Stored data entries
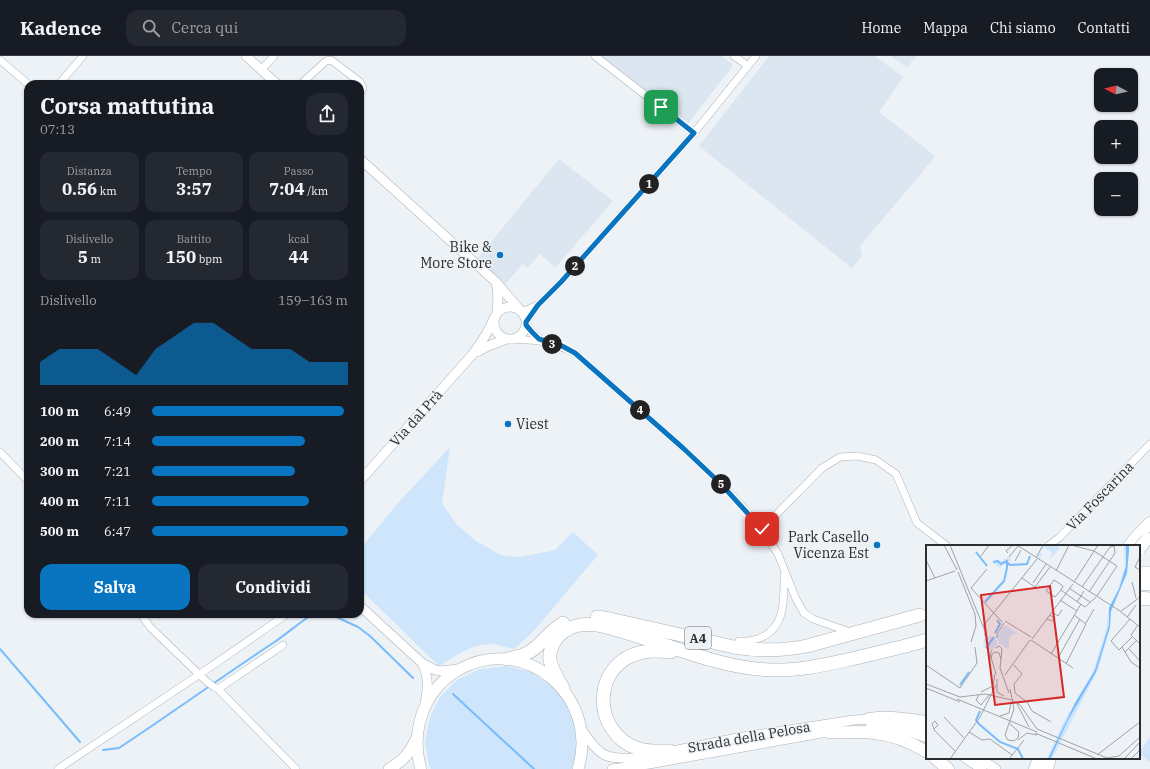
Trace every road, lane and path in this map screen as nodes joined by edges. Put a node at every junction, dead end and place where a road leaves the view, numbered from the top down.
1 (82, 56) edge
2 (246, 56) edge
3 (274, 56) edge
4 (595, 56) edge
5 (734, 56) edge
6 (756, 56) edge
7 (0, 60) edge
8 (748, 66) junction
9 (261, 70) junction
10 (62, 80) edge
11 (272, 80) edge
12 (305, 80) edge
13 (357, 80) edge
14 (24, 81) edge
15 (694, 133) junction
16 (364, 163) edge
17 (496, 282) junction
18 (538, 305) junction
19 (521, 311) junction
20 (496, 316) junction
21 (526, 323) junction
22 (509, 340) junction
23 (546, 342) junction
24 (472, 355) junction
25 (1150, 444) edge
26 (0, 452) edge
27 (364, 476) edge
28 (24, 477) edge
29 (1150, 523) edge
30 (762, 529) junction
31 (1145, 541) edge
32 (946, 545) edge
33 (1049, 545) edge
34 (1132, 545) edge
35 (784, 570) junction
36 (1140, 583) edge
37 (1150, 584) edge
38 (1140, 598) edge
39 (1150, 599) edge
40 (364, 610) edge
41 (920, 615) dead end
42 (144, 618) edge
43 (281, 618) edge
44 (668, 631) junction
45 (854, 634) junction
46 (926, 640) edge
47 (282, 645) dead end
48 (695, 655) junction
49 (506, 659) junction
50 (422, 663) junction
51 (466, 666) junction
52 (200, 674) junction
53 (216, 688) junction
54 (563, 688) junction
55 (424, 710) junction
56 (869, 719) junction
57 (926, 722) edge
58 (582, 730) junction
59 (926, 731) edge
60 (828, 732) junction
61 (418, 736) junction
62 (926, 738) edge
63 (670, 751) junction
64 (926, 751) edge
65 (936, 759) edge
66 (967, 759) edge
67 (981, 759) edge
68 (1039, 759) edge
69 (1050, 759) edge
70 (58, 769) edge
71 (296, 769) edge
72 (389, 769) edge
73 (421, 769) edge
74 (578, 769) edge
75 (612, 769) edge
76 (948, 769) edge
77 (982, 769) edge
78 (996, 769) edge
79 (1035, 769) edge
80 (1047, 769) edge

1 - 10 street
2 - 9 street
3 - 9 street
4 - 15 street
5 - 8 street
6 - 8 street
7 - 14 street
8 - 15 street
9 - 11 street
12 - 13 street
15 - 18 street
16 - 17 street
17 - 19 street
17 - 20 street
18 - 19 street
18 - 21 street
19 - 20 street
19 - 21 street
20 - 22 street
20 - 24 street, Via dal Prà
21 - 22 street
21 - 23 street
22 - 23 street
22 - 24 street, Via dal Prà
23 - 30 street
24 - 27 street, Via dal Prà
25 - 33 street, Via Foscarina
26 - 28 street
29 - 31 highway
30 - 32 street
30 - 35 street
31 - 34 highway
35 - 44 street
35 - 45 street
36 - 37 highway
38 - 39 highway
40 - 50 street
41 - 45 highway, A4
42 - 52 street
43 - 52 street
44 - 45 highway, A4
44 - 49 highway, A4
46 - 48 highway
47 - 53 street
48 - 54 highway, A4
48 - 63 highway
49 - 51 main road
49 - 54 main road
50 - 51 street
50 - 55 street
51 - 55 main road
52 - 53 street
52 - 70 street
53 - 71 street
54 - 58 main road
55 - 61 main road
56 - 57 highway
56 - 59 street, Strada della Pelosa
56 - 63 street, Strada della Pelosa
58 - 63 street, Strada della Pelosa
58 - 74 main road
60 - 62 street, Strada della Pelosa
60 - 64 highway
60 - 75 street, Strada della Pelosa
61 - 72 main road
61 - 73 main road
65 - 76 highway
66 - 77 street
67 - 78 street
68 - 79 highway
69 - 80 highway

Problem to solve
Transcribe each entry precisely as given, leaving the pictures out.

Solution to the problem
Trace every road, lane and path in this map screen as nodes joined by edges. Put a node at every junction, dead end and place where a road leaves the view, numbered from the top down.
1 (82, 56) edge
2 (246, 56) edge
3 (274, 56) edge
4 (595, 56) edge
5 (734, 56) edge
6 (756, 56) edge
7 (0, 60) edge
8 (748, 66) junction
9 (261, 70) junction
10 (62, 80) edge
11 (272, 80) edge
12 (305, 80) edge
13 (357, 80) edge
14 (24, 81) edge
15 (694, 133) junction
16 (364, 163) edge
17 (496, 282) junction
18 (538, 305) junction
19 (521, 311) junction
20 (496, 316) junction
21 (526, 323) junction
22 (509, 340) junction
23 (546, 342) junction
24 (472, 355) junction
25 (1150, 444) edge
26 (0, 452) edge
27 (364, 476) edge
28 (24, 477) edge
29 (1150, 523) edge
30 (762, 529) junction
31 (1145, 541) edge
32 (946, 545) edge
33 (1049, 545) edge
34 (1132, 545) edge
35 (784, 570) junction
36 (1140, 583) edge
37 (1150, 584) edge
38 (1140, 598) edge
39 (1150, 599) edge
40 (364, 610) edge
41 (920, 615) dead end
42 (144, 618) edge
43 (281, 618) edge
44 (668, 631) junction
45 (854, 634) junction
46 (926, 640) edge
47 (282, 645) dead end
48 (695, 655) junction
49 (506, 659) junction
50 (422, 663) junction
51 (466, 666) junction
52 (200, 674) junction
53 (216, 688) junction
54 (563, 688) junction
55 (424, 710) junction
56 (869, 719) junction
57 (926, 722) edge
58 (582, 730) junction
59 (926, 731) edge
60 (828, 732) junction
61 (418, 736) junction
62 (926, 738) edge
63 (670, 751) junction
64 (926, 751) edge
65 (936, 759) edge
66 (967, 759) edge
67 (981, 759) edge
68 (1039, 759) edge
69 (1050, 759) edge
70 (58, 769) edge
71 (296, 769) edge
72 (389, 769) edge
73 (421, 769) edge
74 (578, 769) edge
75 (612, 769) edge
76 (948, 769) edge
77 (982, 769) edge
78 (996, 769) edge
79 (1035, 769) edge
80 (1047, 769) edge

1 - 10 street
2 - 9 street
3 - 9 street
4 - 15 street
5 - 8 street
6 - 8 street
7 - 14 street
8 - 15 street
9 - 11 street
12 - 13 street
15 - 18 street
16 - 17 street
17 - 19 street
17 - 20 street
18 - 19 street
18 - 21 street
19 - 20 street
19 - 21 street
20 - 22 street
20 - 24 street, Via dal Prà
21 - 22 street
21 - 23 street
22 - 23 street
22 - 24 street, Via dal Prà
23 - 30 street
24 - 27 street, Via dal Prà
25 - 33 street, Via Foscarina
26 - 28 street
29 - 31 highway
30 - 32 street
30 - 35 street
31 - 34 highway
35 - 44 street
35 - 45 street
36 - 37 highway
38 - 39 highway
40 - 50 street
41 - 45 highway, A4
42 - 52 street
43 - 52 street
44 - 45 highway, A4
44 - 49 highway, A4
46 - 48 highway
47 - 53 street
48 - 54 highway, A4
48 - 63 highway
49 - 51 main road
49 - 54 main road
50 - 51 street
50 - 55 street
51 - 55 main road
52 - 53 street
52 - 70 street
53 - 71 street
54 - 58 main road
55 - 61 main road
56 - 57 highway
56 - 59 street, Strada della Pelosa
56 - 63 street, Strada della Pelosa
58 - 63 street, Strada della Pelosa
58 - 74 main road
60 - 62 street, Strada della Pelosa
60 - 64 highway
60 - 75 street, Strada della Pelosa
61 - 72 main road
61 - 73 main road
65 - 76 highway
66 - 77 street
67 - 78 street
68 - 79 highway
69 - 80 highway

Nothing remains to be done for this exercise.